WHAT YOU NEED TO DO: Drop every image and restate the entries below word for word.

RECORDS SHOWN:
|---|
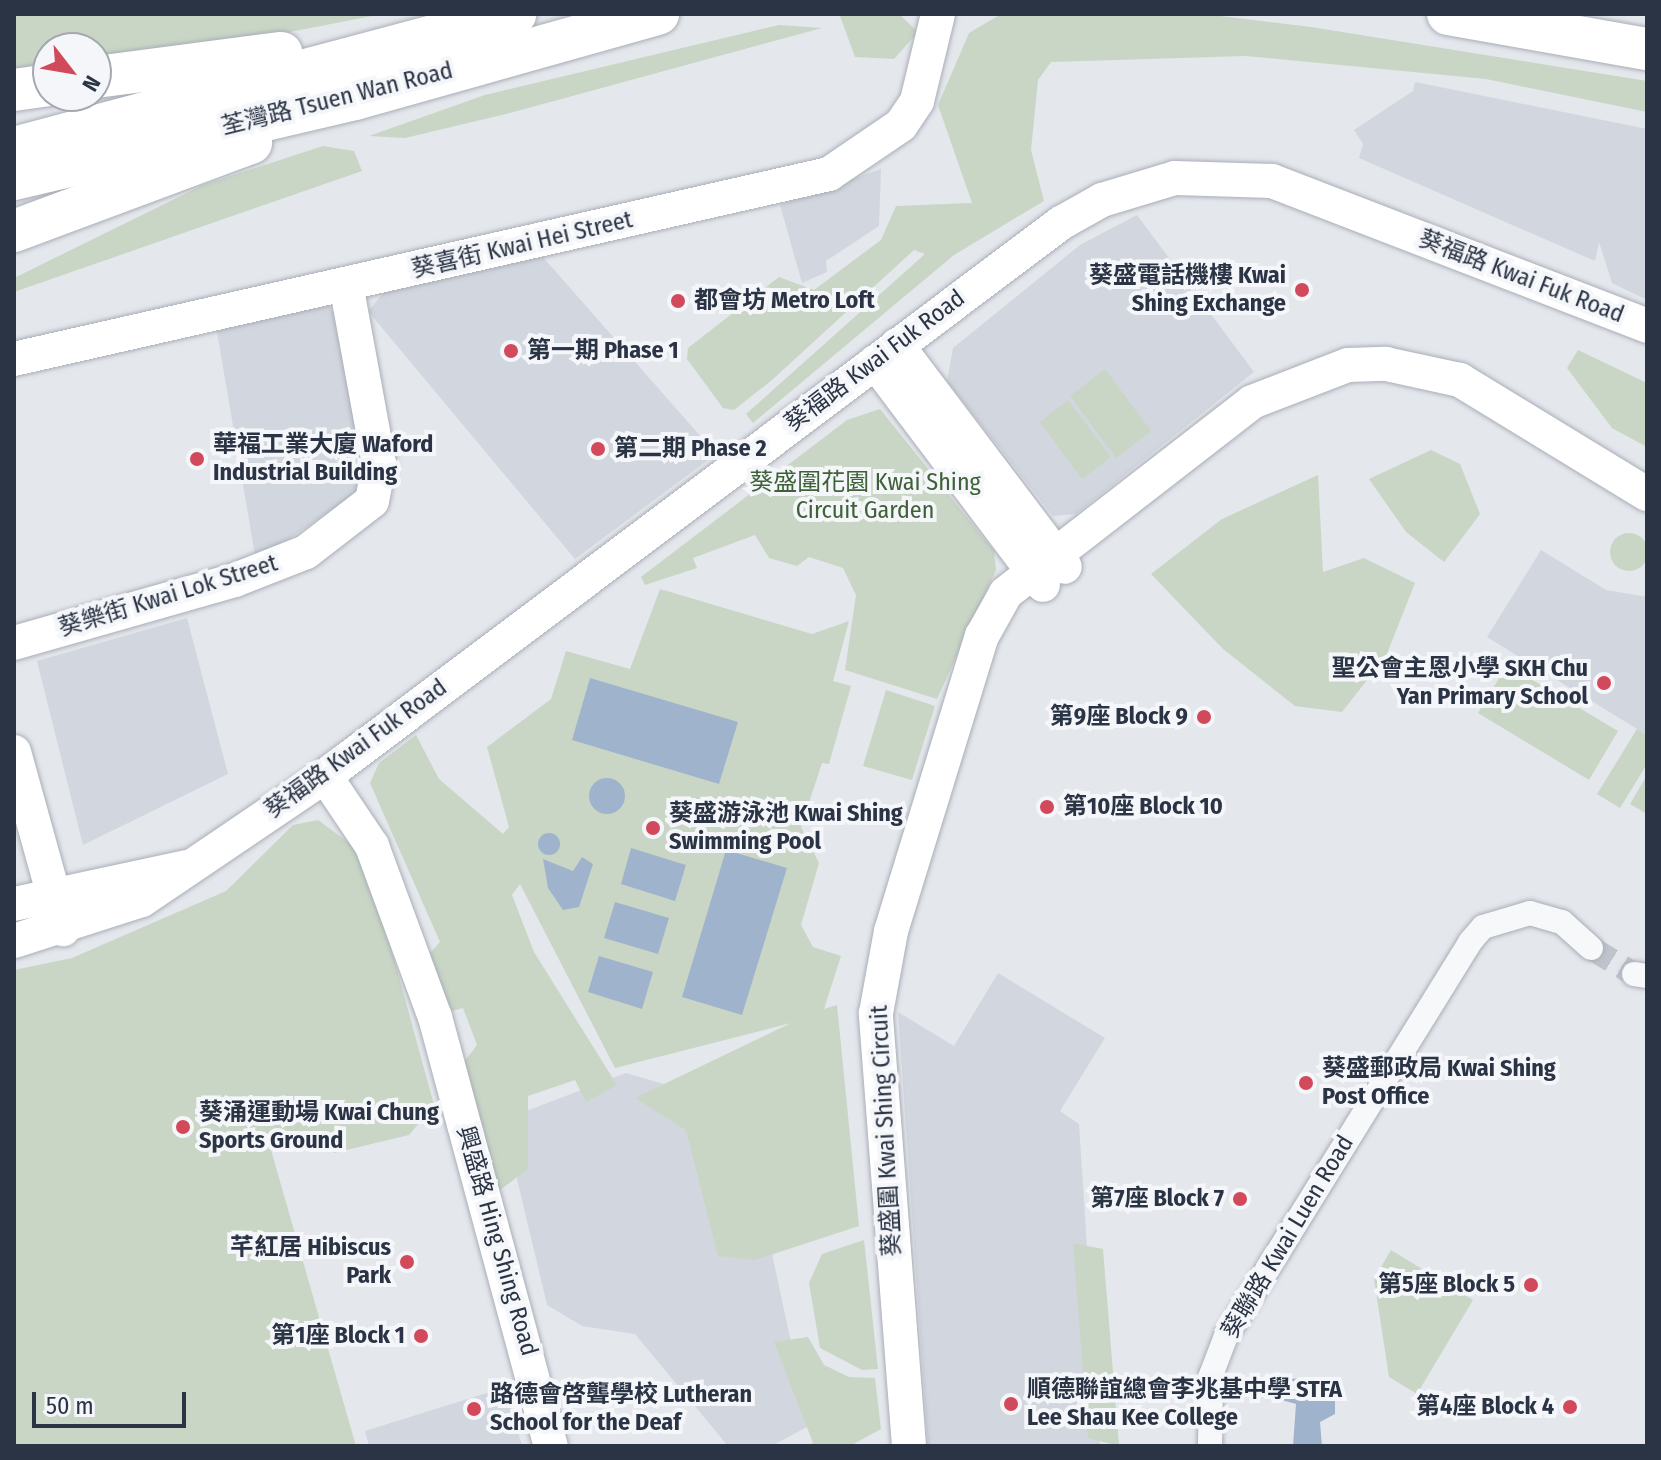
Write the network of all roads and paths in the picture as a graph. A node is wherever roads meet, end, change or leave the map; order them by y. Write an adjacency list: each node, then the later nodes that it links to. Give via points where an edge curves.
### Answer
1 (515, 14): 5 (highway, 荃灣路 Tsuen Wan Road)
2 (658, 14): 8 (highway, 荃灣路 Tsuen Wan Road)
3 (938, 14): 12 (street, 葵喜街 Kwai Hei Street, via 917,101 901,125 829,174)
4 (1448, 14): 6 (highway)
5 (371, 49): 7 (highway, via 323,48); 9 (highway, 荃灣路 Tsuen Wan Road)
6 (1647, 49)
7 (112, 75)
8 (355, 99): 10 (highway, 荃灣路 Tsuen Wan Road); 11 (highway)
9 (14, 148)
10 (14, 179)
11 (14, 231)
12 (346, 284): 15 (street, 葵喜街 Kwai Hei Street); 18 (street, 葵樂街 Kwai Lok Street, via 379,464 372,501 306,552 235,580)
13 (1647, 326): 14 (street, 葵福路 Kwai Fuk Road, via 1330,201 1229,175 1175,178 1102,200)
14 (886, 353): 17 (street); 20 (street, 葵福路 Kwai Fuk Road)
15 (14, 359)
16 (1647, 494): 17 (street, 葵盛圍 Kwai Shing Circuit, via 1460,380 1386,364 1312,373 1272,390)
17 (1048, 568): 28 (street, 葵盛圍 Kwai Shing Circuit, via 1006,593 982,636 971,686 891,931 876,1013)
18 (14, 643)
19 (14, 752): 22 (street)
20 (325, 776): 21 (street, 葵福路 Kwai Fuk Road); 27 (street, 興盛路 Hing Shing Road, via 372,846 435,1017)
21 (186, 867): 22 (street, 葵福路 Kwai Fuk Road); 24 (street, 葵福路 Kwai Fuk Road, via 142,900)
22 (53, 894): 23 (street, 葵福路 Kwai Fuk Road); 24 (street)
23 (14, 904)
24 (63, 929): 26 (street, 葵福路 Kwai Fuk Road)
25 (1590, 939): 29 (street, 葵聯路 Kwai Luen Road, via 1530,913 1483,927 1470,942 1226,1336 1211,1375)
26 (14, 941)
27 (551, 1446)
28 (909, 1446)
29 (1210, 1446)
|---|
ANSWER TO THE EXERCISE:
Write the network of all roads and paths in the picture as a graph. A node is wherever roads meet, end, change or leave the map; order them by y. Write an adjacency list: each node, then the later nodes that it links to. Give via points where an edge curves.
### Answer
1 (515, 14): 5 (highway, 荃灣路 Tsuen Wan Road)
2 (658, 14): 8 (highway, 荃灣路 Tsuen Wan Road)
3 (938, 14): 12 (street, 葵喜街 Kwai Hei Street, via 917,101 901,125 829,174)
4 (1448, 14): 6 (highway)
5 (371, 49): 7 (highway, via 323,48); 9 (highway, 荃灣路 Tsuen Wan Road)
6 (1647, 49)
7 (112, 75)
8 (355, 99): 10 (highway, 荃灣路 Tsuen Wan Road); 11 (highway)
9 (14, 148)
10 (14, 179)
11 (14, 231)
12 (346, 284): 15 (street, 葵喜街 Kwai Hei Street); 18 (street, 葵樂街 Kwai Lok Street, via 379,464 372,501 306,552 235,580)
13 (1647, 326): 14 (street, 葵福路 Kwai Fuk Road, via 1330,201 1229,175 1175,178 1102,200)
14 (886, 353): 17 (street); 20 (street, 葵福路 Kwai Fuk Road)
15 (14, 359)
16 (1647, 494): 17 (street, 葵盛圍 Kwai Shing Circuit, via 1460,380 1386,364 1312,373 1272,390)
17 (1048, 568): 28 (street, 葵盛圍 Kwai Shing Circuit, via 1006,593 982,636 971,686 891,931 876,1013)
18 (14, 643)
19 (14, 752): 22 (street)
20 (325, 776): 21 (street, 葵福路 Kwai Fuk Road); 27 (street, 興盛路 Hing Shing Road, via 372,846 435,1017)
21 (186, 867): 22 (street, 葵福路 Kwai Fuk Road); 24 (street, 葵福路 Kwai Fuk Road, via 142,900)
22 (53, 894): 23 (street, 葵福路 Kwai Fuk Road); 24 (street)
23 (14, 904)
24 (63, 929): 26 (street, 葵福路 Kwai Fuk Road)
25 (1590, 939): 29 (street, 葵聯路 Kwai Luen Road, via 1530,913 1483,927 1470,942 1226,1336 1211,1375)
26 (14, 941)
27 (551, 1446)
28 (909, 1446)
29 (1210, 1446)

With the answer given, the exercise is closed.